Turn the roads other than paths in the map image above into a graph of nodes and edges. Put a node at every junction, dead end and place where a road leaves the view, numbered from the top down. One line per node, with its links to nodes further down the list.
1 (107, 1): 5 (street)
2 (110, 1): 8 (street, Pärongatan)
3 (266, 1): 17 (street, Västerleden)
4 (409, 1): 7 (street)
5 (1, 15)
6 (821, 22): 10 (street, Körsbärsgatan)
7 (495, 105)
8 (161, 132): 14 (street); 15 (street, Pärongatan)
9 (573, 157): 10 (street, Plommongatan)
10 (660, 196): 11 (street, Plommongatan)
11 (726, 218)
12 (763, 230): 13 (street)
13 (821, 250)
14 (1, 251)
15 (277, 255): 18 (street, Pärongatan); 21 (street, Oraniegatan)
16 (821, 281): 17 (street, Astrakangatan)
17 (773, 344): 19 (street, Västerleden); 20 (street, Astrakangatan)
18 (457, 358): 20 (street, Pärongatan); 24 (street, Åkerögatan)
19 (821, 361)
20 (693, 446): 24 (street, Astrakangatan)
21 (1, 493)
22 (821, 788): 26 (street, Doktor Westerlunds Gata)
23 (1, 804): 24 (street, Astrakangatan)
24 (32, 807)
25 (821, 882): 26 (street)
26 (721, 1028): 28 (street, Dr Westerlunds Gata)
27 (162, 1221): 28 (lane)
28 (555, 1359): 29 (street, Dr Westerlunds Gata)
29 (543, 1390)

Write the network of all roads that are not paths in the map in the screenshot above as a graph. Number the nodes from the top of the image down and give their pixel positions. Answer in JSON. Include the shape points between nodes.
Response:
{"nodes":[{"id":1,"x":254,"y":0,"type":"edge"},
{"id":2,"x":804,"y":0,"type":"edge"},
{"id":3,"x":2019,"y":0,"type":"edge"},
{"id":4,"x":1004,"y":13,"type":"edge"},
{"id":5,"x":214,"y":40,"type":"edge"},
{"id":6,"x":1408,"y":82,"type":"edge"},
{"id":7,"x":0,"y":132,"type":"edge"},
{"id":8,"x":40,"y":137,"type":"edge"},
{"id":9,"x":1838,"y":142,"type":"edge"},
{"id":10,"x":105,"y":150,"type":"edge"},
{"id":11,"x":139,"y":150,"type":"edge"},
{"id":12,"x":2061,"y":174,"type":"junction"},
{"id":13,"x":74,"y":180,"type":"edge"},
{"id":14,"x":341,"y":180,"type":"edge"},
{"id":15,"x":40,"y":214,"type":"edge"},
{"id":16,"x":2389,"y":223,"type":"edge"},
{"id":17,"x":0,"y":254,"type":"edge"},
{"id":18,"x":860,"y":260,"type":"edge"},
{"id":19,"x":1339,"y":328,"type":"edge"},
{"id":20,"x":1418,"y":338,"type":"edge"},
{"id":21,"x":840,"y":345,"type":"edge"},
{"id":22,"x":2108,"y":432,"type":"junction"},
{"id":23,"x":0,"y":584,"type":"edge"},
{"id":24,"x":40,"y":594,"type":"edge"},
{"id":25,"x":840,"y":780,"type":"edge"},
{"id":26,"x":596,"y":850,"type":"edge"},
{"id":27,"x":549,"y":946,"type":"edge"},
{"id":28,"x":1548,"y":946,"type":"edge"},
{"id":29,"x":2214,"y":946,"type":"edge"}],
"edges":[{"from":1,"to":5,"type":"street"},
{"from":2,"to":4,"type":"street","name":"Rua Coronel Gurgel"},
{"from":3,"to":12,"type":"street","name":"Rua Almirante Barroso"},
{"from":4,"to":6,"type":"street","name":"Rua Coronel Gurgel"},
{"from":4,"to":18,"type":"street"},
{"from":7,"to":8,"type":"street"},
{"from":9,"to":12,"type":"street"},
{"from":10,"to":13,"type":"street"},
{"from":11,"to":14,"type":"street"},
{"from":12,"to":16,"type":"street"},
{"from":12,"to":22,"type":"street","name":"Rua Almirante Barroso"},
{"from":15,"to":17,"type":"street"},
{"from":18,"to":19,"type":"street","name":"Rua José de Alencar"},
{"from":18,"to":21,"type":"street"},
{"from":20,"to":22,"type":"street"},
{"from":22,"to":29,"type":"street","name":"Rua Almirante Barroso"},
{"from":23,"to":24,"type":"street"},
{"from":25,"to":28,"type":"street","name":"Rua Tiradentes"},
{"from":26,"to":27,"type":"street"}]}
•••
Output the material above exactly. Omit nothing.

● RESPONSE TO THIS TASK
Turn the roads other than paths in the map image above into a graph of nodes and edges. Put a node at every junction, dead end and place where a road leaves the view, numbered from the top down. One line per node, with its links to nodes further down the list.
1 (107, 1): 5 (street)
2 (110, 1): 8 (street, Pärongatan)
3 (266, 1): 17 (street, Västerleden)
4 (409, 1): 7 (street)
5 (1, 15)
6 (821, 22): 10 (street, Körsbärsgatan)
7 (495, 105)
8 (161, 132): 14 (street); 15 (street, Pärongatan)
9 (573, 157): 10 (street, Plommongatan)
10 (660, 196): 11 (street, Plommongatan)
11 (726, 218)
12 (763, 230): 13 (street)
13 (821, 250)
14 (1, 251)
15 (277, 255): 18 (street, Pärongatan); 21 (street, Oraniegatan)
16 (821, 281): 17 (street, Astrakangatan)
17 (773, 344): 19 (street, Västerleden); 20 (street, Astrakangatan)
18 (457, 358): 20 (street, Pärongatan); 24 (street, Åkerögatan)
19 (821, 361)
20 (693, 446): 24 (street, Astrakangatan)
21 (1, 493)
22 (821, 788): 26 (street, Doktor Westerlunds Gata)
23 (1, 804): 24 (street, Astrakangatan)
24 (32, 807)
25 (821, 882): 26 (street)
26 (721, 1028): 28 (street, Dr Westerlunds Gata)
27 (162, 1221): 28 (lane)
28 (555, 1359): 29 (street, Dr Westerlunds Gata)
29 (543, 1390)

Write the network of all roads that are not paths in the map in the screenshot above as a graph. Number the nodes from the top of the image down and give their pixel positions. Answer in JSON. Include the shape points between nodes.
Response:
{"nodes":[{"id":1,"x":254,"y":0,"type":"edge"},
{"id":2,"x":804,"y":0,"type":"edge"},
{"id":3,"x":2019,"y":0,"type":"edge"},
{"id":4,"x":1004,"y":13,"type":"edge"},
{"id":5,"x":214,"y":40,"type":"edge"},
{"id":6,"x":1408,"y":82,"type":"edge"},
{"id":7,"x":0,"y":132,"type":"edge"},
{"id":8,"x":40,"y":137,"type":"edge"},
{"id":9,"x":1838,"y":142,"type":"edge"},
{"id":10,"x":105,"y":150,"type":"edge"},
{"id":11,"x":139,"y":150,"type":"edge"},
{"id":12,"x":2061,"y":174,"type":"junction"},
{"id":13,"x":74,"y":180,"type":"edge"},
{"id":14,"x":341,"y":180,"type":"edge"},
{"id":15,"x":40,"y":214,"type":"edge"},
{"id":16,"x":2389,"y":223,"type":"edge"},
{"id":17,"x":0,"y":254,"type":"edge"},
{"id":18,"x":860,"y":260,"type":"edge"},
{"id":19,"x":1339,"y":328,"type":"edge"},
{"id":20,"x":1418,"y":338,"type":"edge"},
{"id":21,"x":840,"y":345,"type":"edge"},
{"id":22,"x":2108,"y":432,"type":"junction"},
{"id":23,"x":0,"y":584,"type":"edge"},
{"id":24,"x":40,"y":594,"type":"edge"},
{"id":25,"x":840,"y":780,"type":"edge"},
{"id":26,"x":596,"y":850,"type":"edge"},
{"id":27,"x":549,"y":946,"type":"edge"},
{"id":28,"x":1548,"y":946,"type":"edge"},
{"id":29,"x":2214,"y":946,"type":"edge"}],
"edges":[{"from":1,"to":5,"type":"street"},
{"from":2,"to":4,"type":"street","name":"Rua Coronel Gurgel"},
{"from":3,"to":12,"type":"street","name":"Rua Almirante Barroso"},
{"from":4,"to":6,"type":"street","name":"Rua Coronel Gurgel"},
{"from":4,"to":18,"type":"street"},
{"from":7,"to":8,"type":"street"},
{"from":9,"to":12,"type":"street"},
{"from":10,"to":13,"type":"street"},
{"from":11,"to":14,"type":"street"},
{"from":12,"to":16,"type":"street"},
{"from":12,"to":22,"type":"street","name":"Rua Almirante Barroso"},
{"from":15,"to":17,"type":"street"},
{"from":18,"to":19,"type":"street","name":"Rua José de Alencar"},
{"from":18,"to":21,"type":"street"},
{"from":20,"to":22,"type":"street"},
{"from":22,"to":29,"type":"street","name":"Rua Almirante Barroso"},
{"from":23,"to":24,"type":"street"},
{"from":25,"to":28,"type":"street","name":"Rua Tiradentes"},
{"from":26,"to":27,"type":"street"}]}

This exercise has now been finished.